<<<<

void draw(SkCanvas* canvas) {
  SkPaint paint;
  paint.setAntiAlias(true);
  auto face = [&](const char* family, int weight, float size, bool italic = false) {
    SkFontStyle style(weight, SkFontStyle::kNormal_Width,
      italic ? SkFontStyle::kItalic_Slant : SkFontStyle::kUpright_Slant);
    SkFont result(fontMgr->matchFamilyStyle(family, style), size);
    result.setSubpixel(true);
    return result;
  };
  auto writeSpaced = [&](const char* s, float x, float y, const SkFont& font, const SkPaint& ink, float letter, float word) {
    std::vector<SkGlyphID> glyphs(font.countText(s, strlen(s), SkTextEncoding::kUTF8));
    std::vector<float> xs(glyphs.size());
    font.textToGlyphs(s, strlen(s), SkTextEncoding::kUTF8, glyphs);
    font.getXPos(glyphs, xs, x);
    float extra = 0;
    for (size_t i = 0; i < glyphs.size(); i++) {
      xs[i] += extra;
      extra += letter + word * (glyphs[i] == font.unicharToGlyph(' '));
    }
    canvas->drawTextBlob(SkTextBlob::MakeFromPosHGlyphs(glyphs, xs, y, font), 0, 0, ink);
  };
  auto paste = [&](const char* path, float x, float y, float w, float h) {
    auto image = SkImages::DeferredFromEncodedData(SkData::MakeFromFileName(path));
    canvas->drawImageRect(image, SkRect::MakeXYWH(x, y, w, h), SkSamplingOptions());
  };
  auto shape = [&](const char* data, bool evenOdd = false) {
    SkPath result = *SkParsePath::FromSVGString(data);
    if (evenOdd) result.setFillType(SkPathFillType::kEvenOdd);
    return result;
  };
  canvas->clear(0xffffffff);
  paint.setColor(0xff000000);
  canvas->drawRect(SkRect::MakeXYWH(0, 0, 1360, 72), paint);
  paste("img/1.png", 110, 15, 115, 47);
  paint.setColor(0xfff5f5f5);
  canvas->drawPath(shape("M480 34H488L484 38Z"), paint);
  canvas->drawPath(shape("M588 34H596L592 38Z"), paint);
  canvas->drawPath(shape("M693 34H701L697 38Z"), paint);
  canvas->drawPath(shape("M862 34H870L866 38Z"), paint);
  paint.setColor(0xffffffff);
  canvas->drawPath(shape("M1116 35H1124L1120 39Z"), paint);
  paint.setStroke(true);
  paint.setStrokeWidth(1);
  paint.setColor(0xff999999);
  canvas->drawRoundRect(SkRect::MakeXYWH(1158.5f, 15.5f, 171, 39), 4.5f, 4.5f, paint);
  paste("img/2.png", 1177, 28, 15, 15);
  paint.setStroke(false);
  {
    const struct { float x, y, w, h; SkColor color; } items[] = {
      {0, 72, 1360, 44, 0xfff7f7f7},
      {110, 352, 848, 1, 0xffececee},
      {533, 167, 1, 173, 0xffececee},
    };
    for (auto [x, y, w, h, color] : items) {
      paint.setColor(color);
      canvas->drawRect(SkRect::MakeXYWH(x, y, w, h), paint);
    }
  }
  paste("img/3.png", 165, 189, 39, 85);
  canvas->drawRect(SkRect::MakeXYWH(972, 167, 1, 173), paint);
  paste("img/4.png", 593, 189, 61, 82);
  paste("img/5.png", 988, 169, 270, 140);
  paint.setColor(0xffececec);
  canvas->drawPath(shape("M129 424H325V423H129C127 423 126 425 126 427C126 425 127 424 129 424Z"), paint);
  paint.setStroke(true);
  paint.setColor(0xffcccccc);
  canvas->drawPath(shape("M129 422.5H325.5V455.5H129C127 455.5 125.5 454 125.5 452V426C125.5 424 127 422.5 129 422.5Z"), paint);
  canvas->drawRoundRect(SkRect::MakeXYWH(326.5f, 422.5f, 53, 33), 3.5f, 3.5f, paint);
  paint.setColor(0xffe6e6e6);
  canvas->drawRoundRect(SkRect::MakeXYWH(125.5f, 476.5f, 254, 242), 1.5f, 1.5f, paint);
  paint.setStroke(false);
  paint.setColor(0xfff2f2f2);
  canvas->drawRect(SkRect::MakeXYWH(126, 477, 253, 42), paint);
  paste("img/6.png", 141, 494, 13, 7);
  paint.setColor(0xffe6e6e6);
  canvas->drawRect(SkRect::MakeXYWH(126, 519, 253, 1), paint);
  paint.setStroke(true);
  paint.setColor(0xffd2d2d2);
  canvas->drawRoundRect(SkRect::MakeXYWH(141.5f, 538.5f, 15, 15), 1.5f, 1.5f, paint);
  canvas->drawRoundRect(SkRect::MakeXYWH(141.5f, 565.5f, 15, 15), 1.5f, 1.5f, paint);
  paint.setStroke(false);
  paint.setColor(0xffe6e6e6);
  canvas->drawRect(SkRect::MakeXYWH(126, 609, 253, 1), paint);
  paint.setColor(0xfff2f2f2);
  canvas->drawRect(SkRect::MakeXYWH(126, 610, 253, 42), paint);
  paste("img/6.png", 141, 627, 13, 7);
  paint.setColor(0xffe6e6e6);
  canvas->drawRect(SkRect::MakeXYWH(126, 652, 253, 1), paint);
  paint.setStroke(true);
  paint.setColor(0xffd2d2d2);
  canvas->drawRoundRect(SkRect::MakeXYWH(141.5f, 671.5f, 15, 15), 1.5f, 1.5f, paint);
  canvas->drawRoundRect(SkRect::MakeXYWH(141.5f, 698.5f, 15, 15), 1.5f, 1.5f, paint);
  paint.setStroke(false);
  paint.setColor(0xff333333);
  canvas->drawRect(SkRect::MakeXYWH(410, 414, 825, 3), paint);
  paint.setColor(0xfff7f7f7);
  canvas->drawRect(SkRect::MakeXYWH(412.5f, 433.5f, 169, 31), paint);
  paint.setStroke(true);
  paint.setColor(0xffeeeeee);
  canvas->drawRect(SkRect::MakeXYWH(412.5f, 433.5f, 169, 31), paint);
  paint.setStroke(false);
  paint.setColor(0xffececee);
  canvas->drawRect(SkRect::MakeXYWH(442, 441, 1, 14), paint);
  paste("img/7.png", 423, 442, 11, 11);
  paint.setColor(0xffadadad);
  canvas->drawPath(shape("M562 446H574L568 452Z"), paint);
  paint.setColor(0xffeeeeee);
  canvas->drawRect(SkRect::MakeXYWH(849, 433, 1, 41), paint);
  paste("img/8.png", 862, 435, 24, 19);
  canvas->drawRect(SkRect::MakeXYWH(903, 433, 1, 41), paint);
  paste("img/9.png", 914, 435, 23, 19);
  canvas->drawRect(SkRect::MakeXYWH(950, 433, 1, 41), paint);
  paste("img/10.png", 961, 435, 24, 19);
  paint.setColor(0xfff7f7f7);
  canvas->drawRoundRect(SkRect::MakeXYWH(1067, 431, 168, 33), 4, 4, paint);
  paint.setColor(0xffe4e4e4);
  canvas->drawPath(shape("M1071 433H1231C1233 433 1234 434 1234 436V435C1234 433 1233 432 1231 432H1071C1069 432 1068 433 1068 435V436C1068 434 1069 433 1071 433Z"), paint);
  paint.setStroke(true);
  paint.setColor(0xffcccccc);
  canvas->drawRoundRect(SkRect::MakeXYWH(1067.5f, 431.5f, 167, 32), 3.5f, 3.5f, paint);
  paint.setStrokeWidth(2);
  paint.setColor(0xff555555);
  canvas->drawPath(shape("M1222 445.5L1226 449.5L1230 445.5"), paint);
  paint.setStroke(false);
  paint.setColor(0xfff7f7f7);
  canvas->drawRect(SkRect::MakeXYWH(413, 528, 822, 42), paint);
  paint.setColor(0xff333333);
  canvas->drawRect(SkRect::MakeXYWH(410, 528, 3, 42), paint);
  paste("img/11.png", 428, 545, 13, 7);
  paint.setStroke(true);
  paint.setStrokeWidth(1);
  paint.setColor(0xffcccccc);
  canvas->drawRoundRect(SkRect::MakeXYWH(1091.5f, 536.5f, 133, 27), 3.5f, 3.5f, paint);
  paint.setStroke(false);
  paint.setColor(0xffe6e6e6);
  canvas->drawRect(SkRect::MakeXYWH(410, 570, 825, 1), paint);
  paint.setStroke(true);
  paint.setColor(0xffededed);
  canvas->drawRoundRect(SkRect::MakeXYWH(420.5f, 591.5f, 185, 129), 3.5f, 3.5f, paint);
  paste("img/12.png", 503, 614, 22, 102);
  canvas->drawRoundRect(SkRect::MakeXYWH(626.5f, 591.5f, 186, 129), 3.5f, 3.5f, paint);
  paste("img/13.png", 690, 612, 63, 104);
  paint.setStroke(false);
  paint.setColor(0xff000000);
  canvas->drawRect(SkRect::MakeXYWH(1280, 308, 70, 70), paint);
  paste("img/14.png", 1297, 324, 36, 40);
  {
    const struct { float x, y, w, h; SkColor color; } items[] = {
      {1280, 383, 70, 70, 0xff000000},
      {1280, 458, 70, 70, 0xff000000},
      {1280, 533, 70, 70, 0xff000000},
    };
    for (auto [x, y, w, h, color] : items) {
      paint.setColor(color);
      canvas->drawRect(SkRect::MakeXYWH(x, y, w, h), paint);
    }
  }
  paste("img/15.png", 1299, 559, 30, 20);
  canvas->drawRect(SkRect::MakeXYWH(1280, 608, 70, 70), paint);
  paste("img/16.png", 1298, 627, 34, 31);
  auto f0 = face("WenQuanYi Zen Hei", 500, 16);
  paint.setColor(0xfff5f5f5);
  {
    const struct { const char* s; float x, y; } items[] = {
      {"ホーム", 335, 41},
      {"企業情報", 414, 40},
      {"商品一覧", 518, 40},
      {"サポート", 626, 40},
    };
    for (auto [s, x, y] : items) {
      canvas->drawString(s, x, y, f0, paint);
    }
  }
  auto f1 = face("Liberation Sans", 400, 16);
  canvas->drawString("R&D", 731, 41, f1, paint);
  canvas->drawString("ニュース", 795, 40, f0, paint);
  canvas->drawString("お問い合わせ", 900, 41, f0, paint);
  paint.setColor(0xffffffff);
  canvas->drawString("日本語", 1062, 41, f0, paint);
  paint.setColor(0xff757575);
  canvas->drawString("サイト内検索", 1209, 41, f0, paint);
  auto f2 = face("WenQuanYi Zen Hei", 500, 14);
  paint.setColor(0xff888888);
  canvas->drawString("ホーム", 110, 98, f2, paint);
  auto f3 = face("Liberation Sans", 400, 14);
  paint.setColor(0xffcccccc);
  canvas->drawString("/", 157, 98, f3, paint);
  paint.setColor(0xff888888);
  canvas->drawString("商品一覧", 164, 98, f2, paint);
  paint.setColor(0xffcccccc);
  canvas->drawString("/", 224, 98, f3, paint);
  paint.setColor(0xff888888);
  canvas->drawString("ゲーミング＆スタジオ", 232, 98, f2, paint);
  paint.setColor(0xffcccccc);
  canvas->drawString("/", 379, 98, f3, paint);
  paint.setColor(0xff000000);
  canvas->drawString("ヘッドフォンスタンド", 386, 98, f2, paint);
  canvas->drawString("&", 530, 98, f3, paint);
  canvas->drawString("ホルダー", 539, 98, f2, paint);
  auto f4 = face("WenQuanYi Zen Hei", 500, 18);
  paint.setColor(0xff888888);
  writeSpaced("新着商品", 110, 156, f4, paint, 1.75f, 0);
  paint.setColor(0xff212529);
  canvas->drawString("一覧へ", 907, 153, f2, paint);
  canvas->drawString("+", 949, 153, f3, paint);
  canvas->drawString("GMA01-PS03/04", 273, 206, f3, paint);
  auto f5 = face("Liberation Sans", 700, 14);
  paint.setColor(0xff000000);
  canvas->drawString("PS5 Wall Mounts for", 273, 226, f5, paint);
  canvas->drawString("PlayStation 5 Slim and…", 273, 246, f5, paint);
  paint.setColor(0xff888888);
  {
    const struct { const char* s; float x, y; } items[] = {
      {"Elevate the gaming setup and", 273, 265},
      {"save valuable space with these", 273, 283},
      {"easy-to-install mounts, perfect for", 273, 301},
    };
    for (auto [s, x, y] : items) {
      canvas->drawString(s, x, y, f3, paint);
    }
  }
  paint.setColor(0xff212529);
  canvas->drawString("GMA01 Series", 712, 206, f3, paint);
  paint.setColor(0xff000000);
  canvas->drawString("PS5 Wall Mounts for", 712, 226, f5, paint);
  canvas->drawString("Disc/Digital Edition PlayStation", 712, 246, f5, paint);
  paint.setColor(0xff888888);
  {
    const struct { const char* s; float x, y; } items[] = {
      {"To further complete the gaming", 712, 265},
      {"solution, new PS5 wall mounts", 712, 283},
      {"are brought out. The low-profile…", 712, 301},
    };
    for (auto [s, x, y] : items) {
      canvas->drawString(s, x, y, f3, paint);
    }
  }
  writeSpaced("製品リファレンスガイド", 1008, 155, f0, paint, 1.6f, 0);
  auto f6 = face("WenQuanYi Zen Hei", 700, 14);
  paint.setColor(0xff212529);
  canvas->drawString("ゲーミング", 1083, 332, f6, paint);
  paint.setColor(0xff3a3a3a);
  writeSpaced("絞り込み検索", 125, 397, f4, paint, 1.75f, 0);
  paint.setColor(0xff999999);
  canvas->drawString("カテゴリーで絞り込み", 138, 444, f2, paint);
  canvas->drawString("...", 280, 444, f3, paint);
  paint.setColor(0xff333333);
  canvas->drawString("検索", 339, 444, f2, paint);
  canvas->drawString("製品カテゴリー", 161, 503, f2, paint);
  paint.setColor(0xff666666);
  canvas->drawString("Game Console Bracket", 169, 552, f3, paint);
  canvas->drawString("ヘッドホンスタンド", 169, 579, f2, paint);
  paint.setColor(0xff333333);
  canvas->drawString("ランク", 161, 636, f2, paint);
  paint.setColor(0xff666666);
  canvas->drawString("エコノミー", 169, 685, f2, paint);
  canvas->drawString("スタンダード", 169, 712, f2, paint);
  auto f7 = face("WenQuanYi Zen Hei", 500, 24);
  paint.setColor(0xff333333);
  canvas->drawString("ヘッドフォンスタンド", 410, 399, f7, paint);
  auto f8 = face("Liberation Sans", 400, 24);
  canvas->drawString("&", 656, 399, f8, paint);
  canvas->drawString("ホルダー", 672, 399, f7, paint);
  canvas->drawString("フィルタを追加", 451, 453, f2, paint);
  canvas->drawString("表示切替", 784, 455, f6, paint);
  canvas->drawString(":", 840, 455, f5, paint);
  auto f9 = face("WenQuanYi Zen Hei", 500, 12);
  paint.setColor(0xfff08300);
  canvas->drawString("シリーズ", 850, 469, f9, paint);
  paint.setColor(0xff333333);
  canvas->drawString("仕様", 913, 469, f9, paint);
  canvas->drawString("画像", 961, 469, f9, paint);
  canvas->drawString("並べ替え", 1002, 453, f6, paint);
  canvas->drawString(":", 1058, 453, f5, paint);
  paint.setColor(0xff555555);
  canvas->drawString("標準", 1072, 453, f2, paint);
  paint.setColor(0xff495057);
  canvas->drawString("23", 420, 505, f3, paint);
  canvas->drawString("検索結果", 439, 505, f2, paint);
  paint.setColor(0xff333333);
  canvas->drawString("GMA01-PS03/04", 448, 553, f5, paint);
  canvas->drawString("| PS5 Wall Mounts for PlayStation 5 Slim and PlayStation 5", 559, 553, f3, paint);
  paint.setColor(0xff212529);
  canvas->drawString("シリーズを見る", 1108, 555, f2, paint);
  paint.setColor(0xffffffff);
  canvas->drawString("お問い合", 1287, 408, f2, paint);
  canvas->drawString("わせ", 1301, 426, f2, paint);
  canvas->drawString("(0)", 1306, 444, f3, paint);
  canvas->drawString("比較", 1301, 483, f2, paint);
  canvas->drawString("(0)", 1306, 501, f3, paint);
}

>>>>

*Exercise prompt*. Transcribe the material exactly, stopping after the "italic ? SkFontStyle::kItalic_Slant" line.

*Reply*.
void draw(SkCanvas* canvas) {
  SkPaint paint;
  paint.setAntiAlias(true);
  auto face = [&](const char* family, int weight, float size, bool italic = false) {
    SkFontStyle style(weight, SkFontStyle::kNormal_Width,
      italic ? SkFontStyle::kItalic_Slant : SkFontStyle::kUpright_Slant);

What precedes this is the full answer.